Red Emma's worker cooperative featured in the New York Times
06/10/2024
Posted in: In the media
Red Emma's, a worker cooperative bookstore and cafe funded by Seed Commons network member the Baltimore Roundtable for Economic Democracy, was featured in the New York Times along with its founding worker-owner and Seed Commons co-director Kate Khatib.
Red Emma’s, a worker-owned bookstore and cafe that opened in Baltimore two decades ago, emerged from the “anti-globalization” movement in the late 1990s, which fought against free-trade policies and economic inequality, said Kate Khatib, one of its founders.
Protesters disrupted corporate summits around the world, culminating in the 1999 shutdown of the World Trade Organization in Seattle. These demonstrations were “effective but ephemeral,” Khatib said.
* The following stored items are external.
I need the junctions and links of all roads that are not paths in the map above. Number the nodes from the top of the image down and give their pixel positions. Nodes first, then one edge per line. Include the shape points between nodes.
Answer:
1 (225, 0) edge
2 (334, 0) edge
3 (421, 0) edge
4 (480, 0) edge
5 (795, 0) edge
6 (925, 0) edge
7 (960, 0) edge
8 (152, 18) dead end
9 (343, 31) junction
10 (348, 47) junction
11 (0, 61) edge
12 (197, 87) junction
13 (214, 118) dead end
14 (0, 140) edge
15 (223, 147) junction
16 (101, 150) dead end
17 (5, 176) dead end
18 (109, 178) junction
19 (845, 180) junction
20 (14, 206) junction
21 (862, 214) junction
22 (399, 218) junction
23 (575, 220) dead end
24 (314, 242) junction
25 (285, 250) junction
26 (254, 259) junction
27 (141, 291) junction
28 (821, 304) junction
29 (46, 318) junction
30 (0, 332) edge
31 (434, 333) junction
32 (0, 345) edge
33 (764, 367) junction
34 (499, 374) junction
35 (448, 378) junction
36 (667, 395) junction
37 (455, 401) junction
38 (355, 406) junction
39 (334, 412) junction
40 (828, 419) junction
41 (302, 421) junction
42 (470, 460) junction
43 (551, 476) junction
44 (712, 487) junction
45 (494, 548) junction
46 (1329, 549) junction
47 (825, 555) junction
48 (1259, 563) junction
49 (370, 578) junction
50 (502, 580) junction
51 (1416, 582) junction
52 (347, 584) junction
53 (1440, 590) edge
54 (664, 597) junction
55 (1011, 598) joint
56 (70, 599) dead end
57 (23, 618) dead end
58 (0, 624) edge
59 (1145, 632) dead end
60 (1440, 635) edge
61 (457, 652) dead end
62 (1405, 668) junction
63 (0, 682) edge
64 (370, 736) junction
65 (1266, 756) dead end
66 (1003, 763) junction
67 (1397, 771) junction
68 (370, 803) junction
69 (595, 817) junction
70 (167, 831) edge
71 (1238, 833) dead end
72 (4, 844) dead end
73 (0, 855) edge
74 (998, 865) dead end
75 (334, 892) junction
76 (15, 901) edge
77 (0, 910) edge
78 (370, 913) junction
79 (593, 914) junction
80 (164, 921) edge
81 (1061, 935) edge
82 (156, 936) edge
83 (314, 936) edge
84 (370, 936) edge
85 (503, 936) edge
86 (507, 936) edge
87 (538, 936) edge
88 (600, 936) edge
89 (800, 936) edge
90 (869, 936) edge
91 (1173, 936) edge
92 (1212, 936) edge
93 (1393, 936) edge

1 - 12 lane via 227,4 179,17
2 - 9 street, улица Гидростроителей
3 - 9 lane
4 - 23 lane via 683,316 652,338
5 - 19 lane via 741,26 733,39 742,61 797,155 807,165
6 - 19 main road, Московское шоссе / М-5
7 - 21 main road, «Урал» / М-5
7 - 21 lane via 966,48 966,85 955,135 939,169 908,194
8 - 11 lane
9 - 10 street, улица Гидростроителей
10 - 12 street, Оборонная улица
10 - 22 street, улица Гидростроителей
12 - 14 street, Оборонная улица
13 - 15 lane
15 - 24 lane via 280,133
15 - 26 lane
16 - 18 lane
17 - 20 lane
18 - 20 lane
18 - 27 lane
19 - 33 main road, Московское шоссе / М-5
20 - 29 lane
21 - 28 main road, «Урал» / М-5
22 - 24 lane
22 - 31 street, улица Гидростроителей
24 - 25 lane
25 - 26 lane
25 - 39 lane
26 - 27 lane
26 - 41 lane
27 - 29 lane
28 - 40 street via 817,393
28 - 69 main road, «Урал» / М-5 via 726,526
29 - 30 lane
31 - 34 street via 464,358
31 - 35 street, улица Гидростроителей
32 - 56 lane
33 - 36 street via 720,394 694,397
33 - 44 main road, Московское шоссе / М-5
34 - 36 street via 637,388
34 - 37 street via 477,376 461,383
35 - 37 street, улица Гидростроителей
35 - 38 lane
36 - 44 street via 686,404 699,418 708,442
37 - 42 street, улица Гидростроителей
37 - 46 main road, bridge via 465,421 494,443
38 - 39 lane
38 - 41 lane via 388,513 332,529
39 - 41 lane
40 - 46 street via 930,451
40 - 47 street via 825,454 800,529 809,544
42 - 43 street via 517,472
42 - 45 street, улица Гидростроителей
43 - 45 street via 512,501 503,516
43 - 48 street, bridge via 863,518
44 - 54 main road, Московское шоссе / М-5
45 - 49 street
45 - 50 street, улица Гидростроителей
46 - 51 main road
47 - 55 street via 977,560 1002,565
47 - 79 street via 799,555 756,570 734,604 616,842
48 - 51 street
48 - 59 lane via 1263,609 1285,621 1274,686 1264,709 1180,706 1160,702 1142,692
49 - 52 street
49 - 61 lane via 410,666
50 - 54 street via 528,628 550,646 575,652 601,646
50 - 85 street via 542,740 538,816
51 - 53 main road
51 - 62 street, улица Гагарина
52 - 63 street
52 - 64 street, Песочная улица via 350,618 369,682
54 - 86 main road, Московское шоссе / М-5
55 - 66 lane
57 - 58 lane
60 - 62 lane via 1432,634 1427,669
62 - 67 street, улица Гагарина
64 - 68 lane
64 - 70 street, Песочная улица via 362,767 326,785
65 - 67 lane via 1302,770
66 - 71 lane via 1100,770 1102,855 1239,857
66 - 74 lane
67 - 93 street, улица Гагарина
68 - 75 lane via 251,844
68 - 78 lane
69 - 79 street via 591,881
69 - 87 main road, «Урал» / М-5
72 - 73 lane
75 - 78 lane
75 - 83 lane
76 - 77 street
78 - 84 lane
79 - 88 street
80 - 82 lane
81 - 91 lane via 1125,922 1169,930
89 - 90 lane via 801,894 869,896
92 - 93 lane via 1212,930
Some of the organizers decided to create “an institution with an infrastructural component”: Red Emma’s, named after Emma Goldman, a labor organizer, was the result.
In a two-story building the workers bought in 2021, the cooperative hosts community programming and a core education program, the Baltimore Free School, with self-guided seminars and book clubs on topics like the climate crisis and prison abolition. Local organizers also use the downstairs cafe and event space to get petitions signed and hold meetings.
“We wanted to create an open space for people to share the work they’re doing and figure out ways to cross-pollinate,” Khatib said.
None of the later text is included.